# TASK DIRECTIONS
Return the listing exactly as it appears, but strip out the images.

# DATA SUPPLIED
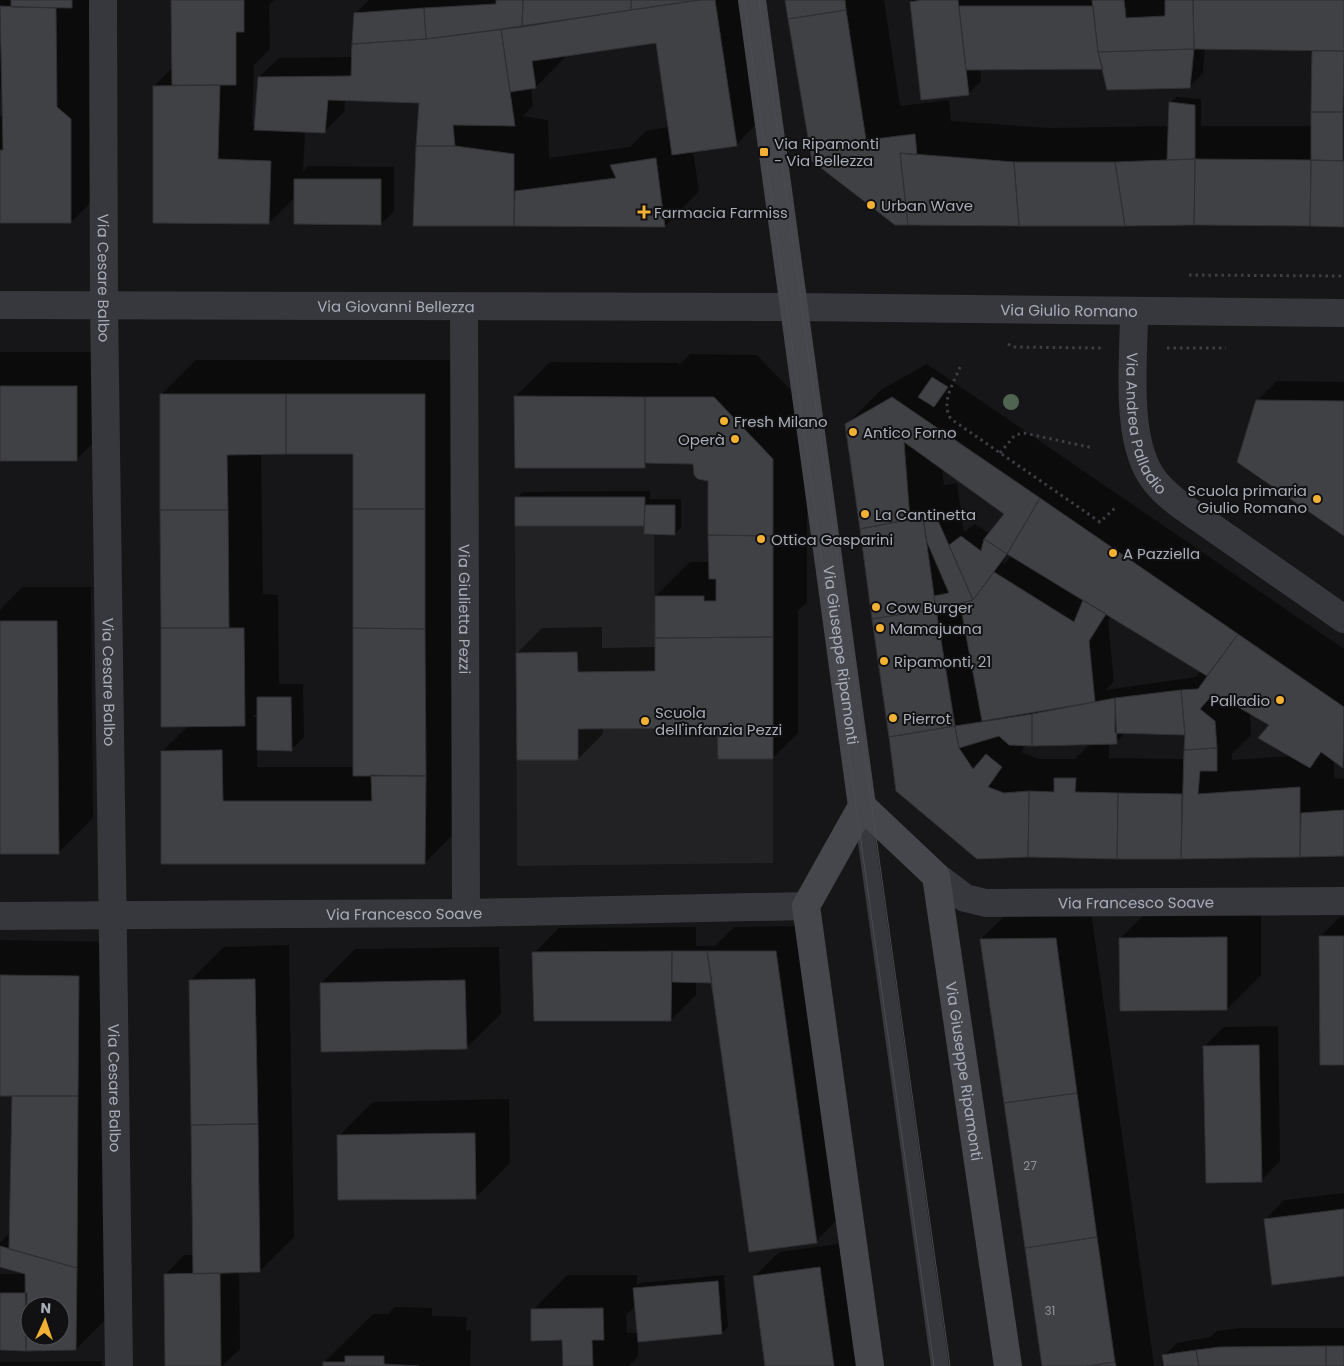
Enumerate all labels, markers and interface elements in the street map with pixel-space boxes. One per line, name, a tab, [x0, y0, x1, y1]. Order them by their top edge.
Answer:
place label: Via Ripamonti - Via Bellezza	[774, 133, 879, 171]
marker: Via Ripamonti - Via Bellezza	[758, 146, 770, 158]
place label: Urban Wave	[881, 195, 973, 216]
marker: Urban Wave	[865, 199, 877, 211]
place label: Farmacia Farmiss	[654, 202, 788, 223]
marker: Farmacia Farmiss	[638, 206, 650, 218]
street label: Via Cesare Balbo	[93, 214, 115, 342]
street label: Via Giovanni Bellezza	[317, 295, 475, 317]
street label: Via Giulio Romano	[1000, 299, 1138, 321]
street label: Via Andrea Palladio	[1122, 352, 1172, 499]
place label: Fresh Milano	[734, 411, 828, 432]
marker: Fresh Milano	[718, 415, 730, 427]
place label: Antico Forno	[863, 422, 957, 443]
marker: Antico Forno	[847, 426, 859, 438]
place label: Operà	[678, 429, 725, 450]
marker: Operà	[729, 433, 741, 445]
place label: Scuola primaria Giulio Romano	[1188, 480, 1307, 518]
marker: Scuola primaria Giulio Romano	[1311, 493, 1323, 505]
place label: La Cantinetta	[875, 504, 976, 525]
marker: La Cantinetta	[859, 508, 871, 520]
place label: Ottica Gasparini	[771, 529, 893, 550]
marker: Ottica Gasparini	[755, 533, 767, 545]
place label: A Pazziella	[1123, 543, 1200, 564]
street label: Via Giulietta Pezzi	[454, 544, 476, 674]
marker: A Pazziella	[1107, 547, 1119, 559]
street label: Via Giuseppe Ripamonti	[819, 564, 864, 746]
place label: Cow Burger	[886, 597, 973, 618]
marker: Cow Burger	[870, 601, 882, 613]
street label: Via Cesare Balbo	[98, 618, 121, 746]
place label: Mamajuana	[890, 618, 982, 639]
marker: Mamajuana	[874, 622, 886, 634]
place label: Ripamonti, 21	[894, 651, 991, 672]
marker: Ripamonti, 21	[878, 655, 890, 667]
place label: Palladio	[1210, 690, 1270, 711]
marker: Palladio	[1274, 694, 1286, 706]
place label: Scuola dell'infanzia Pezzi	[655, 702, 782, 740]
place label: Pierrot	[903, 708, 951, 729]
marker: Pierrot	[887, 712, 899, 724]
marker: Scuola dell'infanzia Pezzi	[639, 715, 651, 727]
street label: Via Francesco Soave	[1058, 891, 1214, 913]
street label: Via Francesco Soave	[326, 902, 482, 924]
street label: Via Giuseppe Ripamonti	[941, 980, 988, 1162]
street label: Via Cesare Balbo	[104, 1023, 126, 1152]
house number: 27	[1023, 1157, 1037, 1174]
north arrow	[20, 1296, 70, 1346]
text: N	[40, 1298, 51, 1318]
house number: 31	[1045, 1302, 1055, 1319]

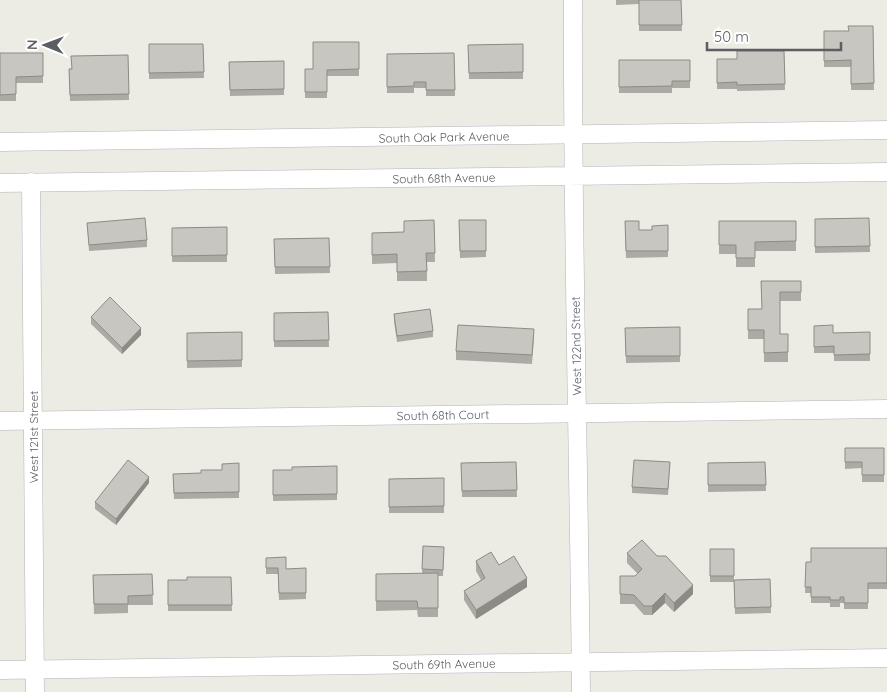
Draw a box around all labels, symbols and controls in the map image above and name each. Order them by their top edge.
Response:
north arrow [20,20,70,70]
scale bar [707,20,841,52]
text: 50 m [714,27,749,46]
text: N [23,39,41,50]
street label: South Oak Park Avenue [378,128,510,146]
street label: South 68th Avenue [392,170,496,186]
street label: West 122nd Street [568,296,584,396]
street label: West 121st Street [26,391,41,483]
street label: South 68th Court [397,407,489,423]
street label: South 69th Avenue [392,656,496,672]

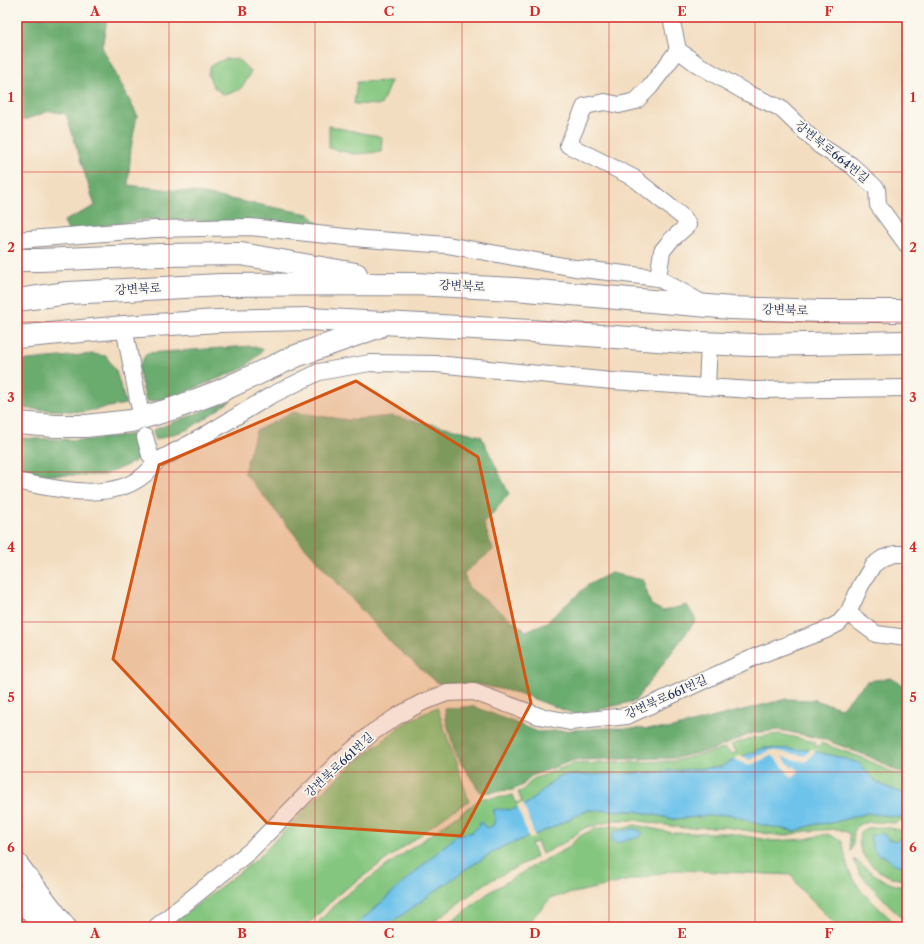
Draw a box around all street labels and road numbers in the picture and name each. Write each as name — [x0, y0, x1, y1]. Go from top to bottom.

# RESULT FOR THIS EXERCISE
Enumerate all labels, markers and interface elements in the street map with pixel-space boxes. One per line, name, a tab, [x0, y0, x1, y1]. Order them by their top edge.
Answer:
place label: Via Ripamonti - Via Bellezza	[774, 133, 879, 171]
marker: Via Ripamonti - Via Bellezza	[758, 146, 770, 158]
place label: Urban Wave	[881, 195, 973, 216]
marker: Urban Wave	[865, 199, 877, 211]
place label: Farmacia Farmiss	[654, 202, 788, 223]
marker: Farmacia Farmiss	[638, 206, 650, 218]
street label: Via Cesare Balbo	[93, 214, 115, 342]
street label: Via Giovanni Bellezza	[317, 295, 475, 317]
street label: Via Giulio Romano	[1000, 299, 1138, 321]
street label: Via Andrea Palladio	[1122, 352, 1172, 499]
place label: Fresh Milano	[734, 411, 828, 432]
marker: Fresh Milano	[718, 415, 730, 427]
place label: Antico Forno	[863, 422, 957, 443]
marker: Antico Forno	[847, 426, 859, 438]
place label: Operà	[678, 429, 725, 450]
marker: Operà	[729, 433, 741, 445]
place label: Scuola primaria Giulio Romano	[1188, 480, 1307, 518]
marker: Scuola primaria Giulio Romano	[1311, 493, 1323, 505]
place label: La Cantinetta	[875, 504, 976, 525]
marker: La Cantinetta	[859, 508, 871, 520]
place label: Ottica Gasparini	[771, 529, 893, 550]
marker: Ottica Gasparini	[755, 533, 767, 545]
place label: A Pazziella	[1123, 543, 1200, 564]
street label: Via Giulietta Pezzi	[454, 544, 476, 674]
marker: A Pazziella	[1107, 547, 1119, 559]
street label: Via Giuseppe Ripamonti	[819, 564, 864, 746]
place label: Cow Burger	[886, 597, 973, 618]
marker: Cow Burger	[870, 601, 882, 613]
street label: Via Cesare Balbo	[98, 618, 121, 746]
place label: Mamajuana	[890, 618, 982, 639]
marker: Mamajuana	[874, 622, 886, 634]
place label: Ripamonti, 21	[894, 651, 991, 672]
marker: Ripamonti, 21	[878, 655, 890, 667]
place label: Palladio	[1210, 690, 1270, 711]
marker: Palladio	[1274, 694, 1286, 706]
place label: Scuola dell'infanzia Pezzi	[655, 702, 782, 740]
place label: Pierrot	[903, 708, 951, 729]
marker: Pierrot	[887, 712, 899, 724]
marker: Scuola dell'infanzia Pezzi	[639, 715, 651, 727]
street label: Via Francesco Soave	[1058, 891, 1214, 913]
street label: Via Francesco Soave	[326, 902, 482, 924]
street label: Via Giuseppe Ripamonti	[941, 980, 988, 1162]
street label: Via Cesare Balbo	[104, 1023, 126, 1152]
house number: 27	[1023, 1157, 1037, 1174]
north arrow	[20, 1296, 70, 1346]
text: N	[40, 1298, 51, 1318]
house number: 31	[1045, 1302, 1055, 1319]

Draw a box around all labels, symbols and controls in the map image above and name each. Order them by their top edge.
Response:
north arrow [20,20,70,70]
scale bar [707,20,841,52]
text: 50 m [714,27,749,46]
text: N [23,39,41,50]
street label: South Oak Park Avenue [378,128,510,146]
street label: South 68th Avenue [392,170,496,186]
street label: West 122nd Street [568,296,584,396]
street label: West 121st Street [26,391,41,483]
street label: South 68th Court [397,407,489,423]
street label: South 69th Avenue [392,656,496,672]

Draw a box around all street labels and road numbers in the picture and name each. Write each as name — [x0, y0, x1, y1]. Go from top to bottom.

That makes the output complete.